● **LISTED ENTRIES**
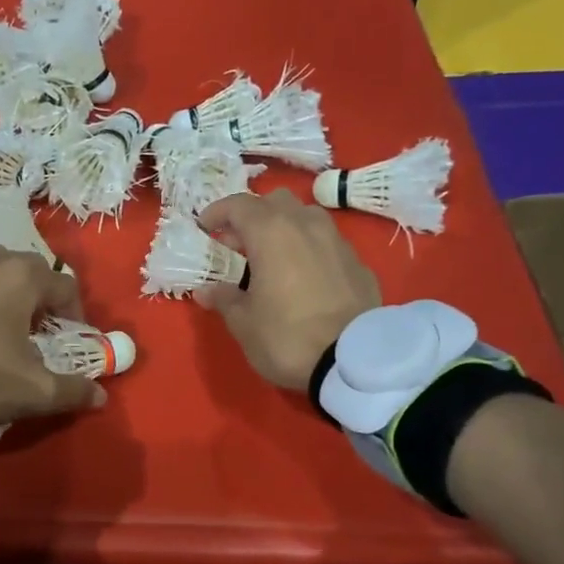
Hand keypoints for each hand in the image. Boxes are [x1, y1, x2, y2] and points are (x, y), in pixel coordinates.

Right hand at [196, 190, 381, 390]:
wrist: (352, 361)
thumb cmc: (286, 337)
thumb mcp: (243, 323)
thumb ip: (224, 298)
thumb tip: (207, 290)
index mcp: (271, 232)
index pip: (239, 205)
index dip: (217, 212)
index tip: (204, 227)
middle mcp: (306, 225)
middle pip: (276, 202)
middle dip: (253, 216)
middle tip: (237, 243)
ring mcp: (337, 242)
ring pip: (306, 218)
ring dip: (284, 228)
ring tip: (271, 257)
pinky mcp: (359, 264)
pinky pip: (327, 244)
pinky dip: (308, 250)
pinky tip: (302, 277)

● **PROBLEM**
Please transcribe word for word the lines from the line with "middle tip: (237, 243)" to the end of the material, both ends included.

● **COMPLETED TASK**
middle tip: (237, 243)
ring mcp: (337, 242)
ring pip: (306, 218)
ring dip: (284, 228)
ring tip: (271, 257)
pinky mcp: (359, 264)
pinky pip: (327, 244)
pinky dip: (308, 250)
pinky tip: (302, 277)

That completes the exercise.